When I stumbled into the 62-mile turnaround, just before 8:00 PM, I felt my mind starting to slip into panic mode. I was arguably more tired than I’ve ever been, and had unarguably just run farther than I ever had. . . and I had another middle-of-the-night trail marathon and a half to go. Possible? No way. Impossible. Maybe I should just stop here. But I caught hold of my mind just before it spiraled down this fluffy, downy, warm, soothing, beckoning rabbit hole that ends in a DNF. So, I sat down. Changed my socks. Asked a volunteer at the aid station for a cup of coffee. Brushed my teeth. Put on a new shirt. Nodded to Jay, who had flown to Wisconsin to pace me from mile 62 until the end, and I said, “Hey, look at this, we’re just starting another weekend run together. How’s it going, man? I’m feeling great.” And we set off, as the sun set, with just a few miles to go until the next aid station.

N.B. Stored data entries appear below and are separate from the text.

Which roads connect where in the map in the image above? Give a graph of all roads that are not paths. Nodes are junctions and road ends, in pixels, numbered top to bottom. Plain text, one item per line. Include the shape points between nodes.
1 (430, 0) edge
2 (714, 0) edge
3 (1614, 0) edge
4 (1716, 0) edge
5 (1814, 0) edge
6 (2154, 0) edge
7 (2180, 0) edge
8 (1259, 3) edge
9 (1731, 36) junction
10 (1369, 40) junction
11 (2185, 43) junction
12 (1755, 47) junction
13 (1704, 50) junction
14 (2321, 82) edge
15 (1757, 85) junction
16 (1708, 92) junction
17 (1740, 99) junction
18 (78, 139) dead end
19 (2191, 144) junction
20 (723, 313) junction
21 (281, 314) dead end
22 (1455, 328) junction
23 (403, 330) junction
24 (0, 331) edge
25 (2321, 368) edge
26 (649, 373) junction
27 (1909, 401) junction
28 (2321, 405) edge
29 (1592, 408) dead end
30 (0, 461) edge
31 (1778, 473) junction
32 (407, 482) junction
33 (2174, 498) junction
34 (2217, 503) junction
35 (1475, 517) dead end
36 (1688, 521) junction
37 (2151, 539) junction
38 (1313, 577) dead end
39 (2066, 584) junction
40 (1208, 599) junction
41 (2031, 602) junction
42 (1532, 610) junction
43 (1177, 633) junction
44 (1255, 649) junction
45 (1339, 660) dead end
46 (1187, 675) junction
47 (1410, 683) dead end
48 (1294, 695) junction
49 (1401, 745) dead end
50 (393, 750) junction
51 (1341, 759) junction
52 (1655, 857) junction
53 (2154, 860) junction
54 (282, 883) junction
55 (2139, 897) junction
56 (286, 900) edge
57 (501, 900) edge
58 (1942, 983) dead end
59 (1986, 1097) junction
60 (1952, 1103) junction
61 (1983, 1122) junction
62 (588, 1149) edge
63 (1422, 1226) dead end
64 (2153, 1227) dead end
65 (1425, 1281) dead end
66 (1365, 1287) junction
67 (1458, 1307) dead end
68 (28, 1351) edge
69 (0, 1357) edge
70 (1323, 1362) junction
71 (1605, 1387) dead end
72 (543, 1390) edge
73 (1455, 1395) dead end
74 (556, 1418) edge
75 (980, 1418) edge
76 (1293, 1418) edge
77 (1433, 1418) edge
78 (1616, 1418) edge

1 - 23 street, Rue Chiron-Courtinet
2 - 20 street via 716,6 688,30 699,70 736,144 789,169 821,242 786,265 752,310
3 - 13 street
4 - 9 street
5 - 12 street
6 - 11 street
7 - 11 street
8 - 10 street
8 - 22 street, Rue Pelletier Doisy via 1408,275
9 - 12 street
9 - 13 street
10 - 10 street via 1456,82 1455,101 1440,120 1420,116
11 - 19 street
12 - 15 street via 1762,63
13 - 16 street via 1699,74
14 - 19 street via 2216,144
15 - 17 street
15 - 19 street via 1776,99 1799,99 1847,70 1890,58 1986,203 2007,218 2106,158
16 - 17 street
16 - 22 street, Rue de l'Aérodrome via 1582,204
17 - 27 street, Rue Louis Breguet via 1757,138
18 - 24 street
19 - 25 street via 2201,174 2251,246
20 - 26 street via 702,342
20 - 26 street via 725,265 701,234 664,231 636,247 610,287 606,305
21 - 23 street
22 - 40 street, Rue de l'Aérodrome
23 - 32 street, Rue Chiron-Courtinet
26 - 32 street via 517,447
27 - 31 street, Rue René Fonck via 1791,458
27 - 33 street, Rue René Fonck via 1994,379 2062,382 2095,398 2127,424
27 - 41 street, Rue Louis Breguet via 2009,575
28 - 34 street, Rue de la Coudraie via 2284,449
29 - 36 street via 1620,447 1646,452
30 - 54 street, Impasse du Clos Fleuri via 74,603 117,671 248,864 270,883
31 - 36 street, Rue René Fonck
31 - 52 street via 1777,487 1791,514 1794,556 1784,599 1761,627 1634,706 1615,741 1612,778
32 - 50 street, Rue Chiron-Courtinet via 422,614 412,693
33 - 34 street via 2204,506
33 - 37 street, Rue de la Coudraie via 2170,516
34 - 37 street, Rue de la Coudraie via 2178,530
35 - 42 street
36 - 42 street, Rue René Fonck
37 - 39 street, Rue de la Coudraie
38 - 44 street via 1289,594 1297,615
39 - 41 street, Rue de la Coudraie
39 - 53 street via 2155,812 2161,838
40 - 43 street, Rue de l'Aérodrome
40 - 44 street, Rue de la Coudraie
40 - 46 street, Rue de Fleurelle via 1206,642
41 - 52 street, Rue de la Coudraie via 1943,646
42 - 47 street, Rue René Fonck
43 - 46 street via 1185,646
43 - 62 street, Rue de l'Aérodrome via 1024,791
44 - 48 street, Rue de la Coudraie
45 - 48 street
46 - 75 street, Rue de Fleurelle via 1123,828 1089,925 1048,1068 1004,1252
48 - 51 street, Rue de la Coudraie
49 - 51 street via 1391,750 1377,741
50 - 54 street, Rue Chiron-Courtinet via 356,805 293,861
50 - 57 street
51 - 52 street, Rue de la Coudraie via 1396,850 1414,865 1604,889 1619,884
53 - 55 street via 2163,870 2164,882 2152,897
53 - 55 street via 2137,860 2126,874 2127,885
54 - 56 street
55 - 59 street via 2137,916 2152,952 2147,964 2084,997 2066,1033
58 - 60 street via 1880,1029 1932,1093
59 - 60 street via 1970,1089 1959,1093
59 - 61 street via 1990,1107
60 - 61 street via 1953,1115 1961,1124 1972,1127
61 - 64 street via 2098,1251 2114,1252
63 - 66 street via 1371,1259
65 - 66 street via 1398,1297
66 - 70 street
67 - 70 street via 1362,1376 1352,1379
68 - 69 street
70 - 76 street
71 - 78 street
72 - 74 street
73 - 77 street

Bite size. You can always run another few miles. And though I’ve never tried it, I am confident it’d be easier to eat an entire package of bite-size candy bars than to eat one super-long candy bar. Not that I recommend doing either. (Although after your 100, you may want to. Or you may never want to look at anything sweet ever again, your teeth rotting from having just imbibed ~62 liters of Coca Cola (and pickle juice).)
5. Laugh throughout the process.
Running 100 miles is something you have to prepare for seriously, but that doesn’t mean that you have to be serious the whole time you prepare, or while you race.
Because let’s face it: You will probably end up pooping or at least think about pooping in some very strange places. (Let’s pray this three-leafed plant is not poisonous.) Let’s face it: There will almost certainly come a time in which you feel like you are running as hard as you can, but are, in reality, moving about as fast as your 96 year-old great uncle Merv. After his CrossFit class. Let’s face it: Running is a funny way to spend so many hours of your life. And a beautiful one, too.
When you stumble out of the 96 mile aid station, the first rays of dawnlight cracking over the hills, you might find yourself on the brink of tears as you realize that you are going to finish this run, that there’s only one more bite-sized chunk to go, zero more cups of pickle juice.
And you might laugh through the tears welling in your bleary eyes, and then glance over to smile at the photographer crouched between the trees, and then realize that the photographer is not a photographer, but a tree stump.
And you might finish, and give a huge, sweaty hug to your infant training partner, and to your two-time Badwater-finisher training partner who paced you through the night, and to your partner who supported you throughout this crazy process, and your family members and friends who think you are nuts but love you anyway, and are proud of you. You might then eat a whole bag of bite-size candy bars, or you might just crawl down the rabbit hole of furry, downy sleep that ends not in a DNF, but rather begins in having just f’ing F’ed your first 100-mile ultramarathon.
Because let’s face it: it’s quite strange to be alive, to be human, but in the midst of all this strangeness, it’s a pretty damn beautiful gift to get to spend hours running, on pavement or on treadmills or on trails, alone or with company, for 100 miles or for one, laughing as you go.
Moriel Rothman-Zecher is a writer and trail runner based in Yellow Springs, Ohio.